The above method of polar alignment is limited by the accuracy of your telescope's setting circles and how well the telescope is aligned with the mount. The following method of polar alignment is independent of these factors and should only be undertaken if long-exposure, guided photography is your ultimate goal. The declination drift method requires that you monitor the drift of selected stars. The drift of each star tells you how far away the polar axis is pointing from the true celestial pole and in what direction. Although declination drift is simple and straight-forward, it requires a great deal of time and patience to complete when first attempted. The declination drift method should be done after the previously mentioned polar alignment steps have been completed.

To perform the declination drift method, you need to choose two bright stars. One should be near the eastern horizon and one due south near the meridian. Both stars should be near the celestial equator (i.e., 0° declination). You will monitor the drift of each star one at a time and in declination only. While monitoring a star on the meridian, any misalignment in the east-west direction is revealed. While monitoring a star near the east horizon, any misalignment in the north-south direction is revealed. As for hardware, you will need an illuminated reticle ocular to help you recognize any drift. For very close alignment, a Barlow lens is also recommended since it increases the magnification and reveals any drift faster. When looking due south, insert the diagonal so the eyepiece points straight up. Insert the cross hair ocular and rotate the cross hairs so that one is parallel to the declination axis and the other is parallel to the right ascension axis. Move your telescope manually in R.A. and DEC to check parallelism.

First, choose your star near where the celestial equator (i.e. at or about 0º in declination) and the meridian meet. The star should be approximately 1/2 hour of right ascension from the meridian and within five degrees in declination of the celestial equator. Center the star in the field of your telescope and monitor the drift in declination.

Using the telescope's azimuth adjustment knobs, make the appropriate adjustments to the polar axis to eliminate any drift. Once you have eliminated all the drift, move to the star near the eastern horizon. The star should be 20 degrees above the horizon and within five degrees of the celestial equator.

This time, make the appropriate adjustments to the polar axis in altitude to eliminate any drift. Unfortunately, the latter adjustments interact with the prior adjustments ever so slightly. So, repeat the process again to improve the accuracy, checking both axes for minimal drift. Once the drift has been eliminated, the telescope is very accurately aligned. You can now do prime focus deep-sky astrophotography for long periods.

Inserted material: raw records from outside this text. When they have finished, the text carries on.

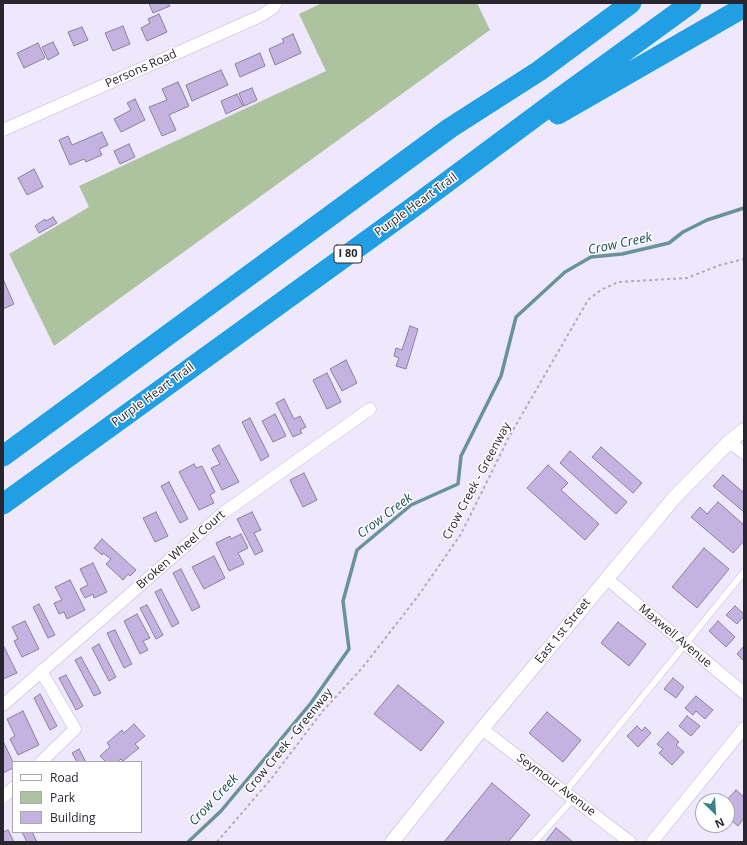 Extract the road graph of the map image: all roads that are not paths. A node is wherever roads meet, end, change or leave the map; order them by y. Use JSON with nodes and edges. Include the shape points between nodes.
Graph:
{"nodes":[{"id":1,"x":276,"y":3,"type":"edge"},
{"id":2,"x":617,"y":3,"type":"edge"},
{"id":3,"x":631,"y":3,"type":"edge"},
{"id":4,"x":691,"y":3,"type":"edge"},
{"id":5,"x":744,"y":6,"type":"edge"},
{"id":6,"x":539,"y":70,"type":"junction"},
{"id":7,"x":3,"y":130,"type":"edge"},
{"id":8,"x":408,"y":211,"type":"junction"},
{"id":9,"x":370,"y":409,"type":"dead end"},
{"id":10,"x":744,"y":430,"type":"edge"},
{"id":11,"x":729,"y":442,"type":"junction"},
{"id":12,"x":744,"y":453,"type":"edge"},
{"id":13,"x":3,"y":456,"type":"edge"},
{"id":14,"x":3,"y":504,"type":"edge"},
{"id":15,"x":744,"y":572,"type":"edge"},
{"id":16,"x":606,"y":578,"type":"junction"},
{"id":17,"x":685,"y":644,"type":"junction"},
{"id":18,"x":41,"y":671,"type":"junction"},
{"id":19,"x":744,"y":693,"type":"edge"},
{"id":20,"x":3,"y":705,"type":"edge"},
{"id":21,"x":744,"y":728,"type":"edge"},
{"id":22,"x":482,"y":729,"type":"junction"},
{"id":23,"x":42,"y":761,"type":"edge"},
{"id":24,"x":12,"y":789,"type":"edge"},
{"id":25,"x":569,"y":795,"type":"junction"},
{"id":26,"x":3,"y":797,"type":"edge"},
{"id":27,"x":392,"y":842,"type":"edge"},
{"id":28,"x":534,"y":842,"type":"edge"},
{"id":29,"x":630,"y":842,"type":"edge"},
{"id":30,"x":652,"y":842,"type":"edge"}],
"edges":[{"from":1,"to":7,"type":"street","name":"Persons Road","via":[[273,8],[256,18]]},
{"from":2,"to":6,"type":"highway"},
{"from":3,"to":6,"type":"highway"},
{"from":4,"to":8,"type":"highway","name":"Purple Heart Trail","number":"I 80"},
{"from":5,"to":8,"type":"highway","via":[[553,117]]},
{"from":6,"to":13,"type":"highway","via":[[450,128]]},
{"from":8,"to":14,"type":"highway","name":"Purple Heart Trail","number":"I 80"},
{"from":9,"to":18,"type":"street","name":"Broken Wheel Court","via":[[223,513]]},
{"from":10,"to":11,"type":"street","name":"East 1st Street"},
{"from":11,"to":12,"type":"street"},
{"from":11,"to":16,"type":"street","name":"East 1st Street","via":[[674,498]]},
{"from":15,"to":17,"type":"lane"},
{"from":16,"to":17,"type":"street","name":"Maxwell Avenue"},
{"from":16,"to":22,"type":"street","name":"East 1st Street"},
{"from":17,"to":19,"type":"street","name":"Maxwell Avenue"},
{"from":17,"to":25,"type":"lane"},
{"from":18,"to":20,"type":"street","name":"Broken Wheel Court"},
{"from":18,"to":23,"type":"street","via":[[75,729]]},
{"from":21,"to":30,"type":"street"},
{"from":22,"to":25,"type":"street","name":"Seymour Avenue"},
{"from":22,"to":27,"type":"street","name":"East 1st Street"},
{"from":24,"to":26,"type":"street"},
{"from":25,"to":28,"type":"lane"},
{"from":25,"to":29,"type":"street","name":"Seymour Avenue"}]}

NOTE: If the eastern horizon is blocked, you may choose a star near the western horizon, but you must reverse the polar high/low error directions. Also, if using this method in the southern hemisphere, the direction of drift is reversed for both R.A. and DEC.

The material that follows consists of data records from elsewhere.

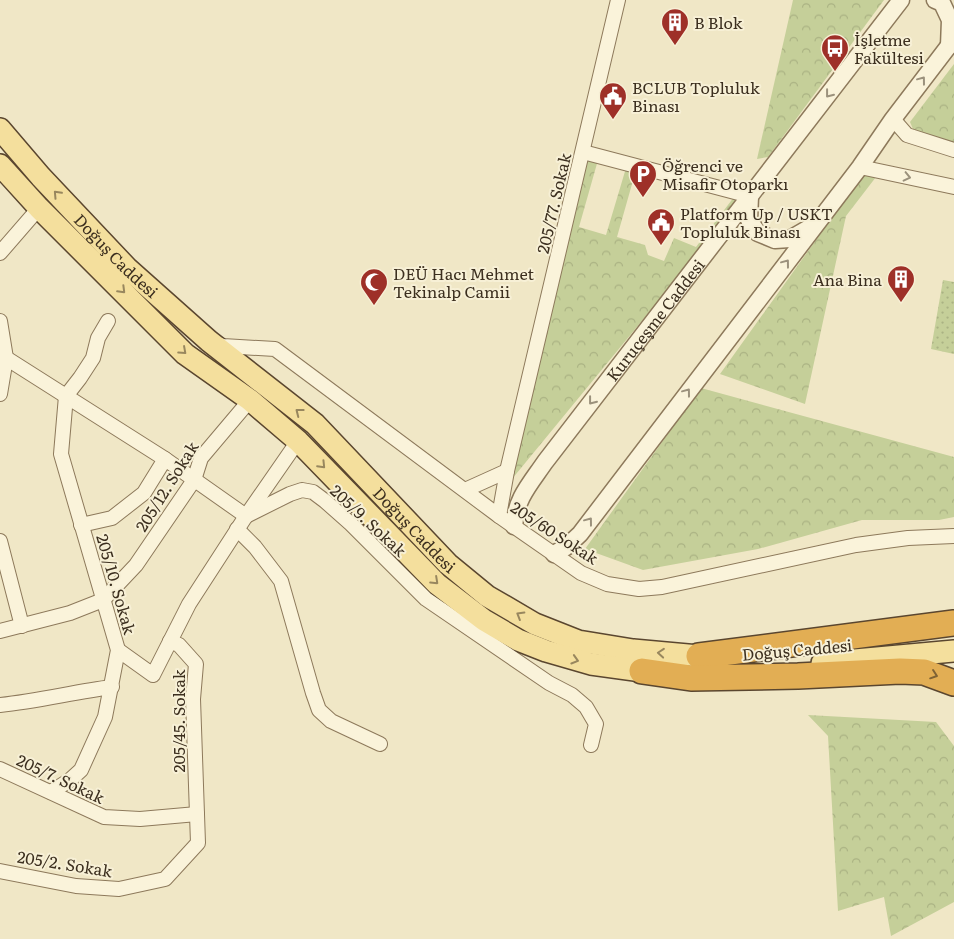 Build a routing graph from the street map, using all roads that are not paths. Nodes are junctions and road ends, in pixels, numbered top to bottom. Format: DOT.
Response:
graph roads {
  1 [pos="618,0"];
  2 [pos="901,0"];
  3 [pos="935,0"];
  4 [pos="951,42"];
  5 [pos="893,119"];
  6 [pos="0,129"];
  7 [pos="954,150"];
  8 [pos="583,152"];
  9 [pos="860,167"];
  10 [pos="3,172"];
  11 [pos="954,188"];
  12 [pos="750,196"];
  13 [pos="39,208"];
  14 [pos="815,224"];
  15 [pos="0,253"];
  16 [pos="108,321"];
  17 [pos="0,322"];
  18 [pos="210,341"];
  19 [pos="246,348"];
  20 [pos="6,358"];
  21 [pos="248,373"];
  22 [pos="0,394"];
  23 [pos="66,396"];
  24 [pos="250,400"];
  25 [pos="298,441"];
  26 [pos="165,459"];
  27 [pos="507,471"];
  28 [pos="194,480"];
  29 [pos="465,490"];
  30 [pos="246,516"];
  31 [pos="499,516"];
  32 [pos="81,525"];
  33 [pos="514,526"];
  34 [pos="237,529"];
  35 [pos="954,536"];
  36 [pos="1,549"];
  37 [pos="554,554"];
  38 [pos="103,600"];
  39 [pos="954,623"];
  40 [pos="22,626"];
  41 [pos="0,632"];
  42 [pos="954,633"];
  43 [pos="170,641"];
  44 [pos="118,650"];
  45 [pos="954,651"];
  46 [pos="699,656"];
  47 [pos="642,671"];
  48 [pos="954,683"];
  49 [pos="112,687"];
  50 [pos="0,705"];
  51 [pos="380,744"];
  52 [pos="591,746"];
  53 [pos="0,769"];
  54 [pos="51,792"];
  55 [pos="197,814"];
  56 [pos="0,871"];
  1 -- 8 [label="street, 205/77. Sokak"];
  2 -- 12 [label="street, Kuruçeşme Caddesi, one-way"];
  3 -- 4 [label="street"];
  5 -- 4 [label="street, one-way"];
  5 -- 7 [label="street"];
  5 -- 9 [label="street"];
  18 -- 6 [label="main road, Doğuş Caddesi, one-way"];
  8 -- 12 [label="street"];
  8 -- 27 [label="street, 205/77. Sokak"];
  9 -- 11 [label="street, one-way"];
  9 -- 14 [label="street"];
  10 -- 13 [label="main road, Doğuş Caddesi"];
  12 -- 14 [label="street"];
  12 -- 33 [label="street, Kuruçeşme Caddesi, one-way"];
  13 -- 15 [label="street"];
  13 -- 24 [label="main road, Doğuş Caddesi, one-way"];
  37 -- 14 [label="street, one-way"];
  16 -- 23 [label="street"];
  17 -- 20 [label="street"];
  18 -- 19 [label="street, 205/60 Sokak"];
  18 -- 21 [label="main road, Doğuş Caddesi"];
  19 -- 21 [label="street"];
  19 -- 29 [label="street, 205/60 Sokak"];
  20 -- 22 [label="street"];
  20 -- 23 [label="street"];
  46 -- 21 [label="main road, Doğuş Caddesi, one-way"];
  23 -- 26 [label="street"];
  23 -- 32 [label="street, 205/10. Sokak"];
  24 -- 25 [label="main road, Doğuş Caddesi"];
  24 -- 28 [label="street, 205/12. Sokak"];
  25 -- 30 [label="street"];
  25 -- 47 [label="main road, Doğuş Caddesi, one-way"];
  26 -- 28 [label="street"];
  26 -- 32 [label="street"];
  27 -- 29 [label="street"];
  27 -- 31 [label="street, 205/77. Sokak"];
  28 -- 30 [label="street"];
  28 -- 38 [label="street, 205/12. Sokak"];
  29 -- 31 [label="street, 205/60 Sokak"];
  30 -- 34 [label="street"];
  30 -- 52 [label="street, 205/9. Sokak"];
  31 -- 33 [label="street, 205/60 Sokak"];
  32 -- 38 [label="street, 205/10. Sokak"];
  33 -- 37 [label="street, 205/60 Sokak"];
  34 -- 43 [label="street"];
  34 -- 51 [label="street"];
  35 -- 37 [label="street, 205/60 Sokak"];
  36 -- 40 [label="street"];
  38 -- 40 [label="street, 205/12. Sokak"];
  38 -- 44 [label="street, 205/10. Sokak"];
  39 -- 46 [label="highway"];
  40 -- 41 [label="street, 205/12. Sokak"];
  42 -- 46 [label="main road, Doğuş Caddesi"];
  43 -- 44 [label="street"];
  43 -- 55 [label="street, 205/45. Sokak"];
  44 -- 49 [label="street, 205/10. Sokak"];
  45 -- 47 [label="main road, Doğuş Caddesi"];
  47 -- 48 [label="highway, one-way"];
  49 -- 50 [label="street"];
  49 -- 54 [label="street, 205/10. Sokak"];
  53 -- 54 [label="street, 205/7. Sokak"];
  54 -- 55 [label="street, 205/7. Sokak"];
  55 -- 56 [label="street, 205/2. Sokak"];
}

Even with a telescope with a clock drive and a nearly perfect alignment, most beginners are surprised to find out that manual guiding may still be needed to achieve pinpoint star images in photographs. Unfortunately, there are uncontrollable factors such as periodic error in the drive gears, flexure of the telescope tube and mount as the telescope changes positions in the sky, and atmospheric refraction that will slightly alter the apparent position of any object.

Polar alignment, as performed by many amateurs, can be very time consuming if you spend a lot of time getting it more precise than is needed for what you intended to do with the telescope. As one becomes more experienced with practice, the polar alignment process will become second nature and will take only a fraction of the time as it did the first time. But remember that when setting up your telescope's equatorial mount, you only need to align it well enough to do the job you want.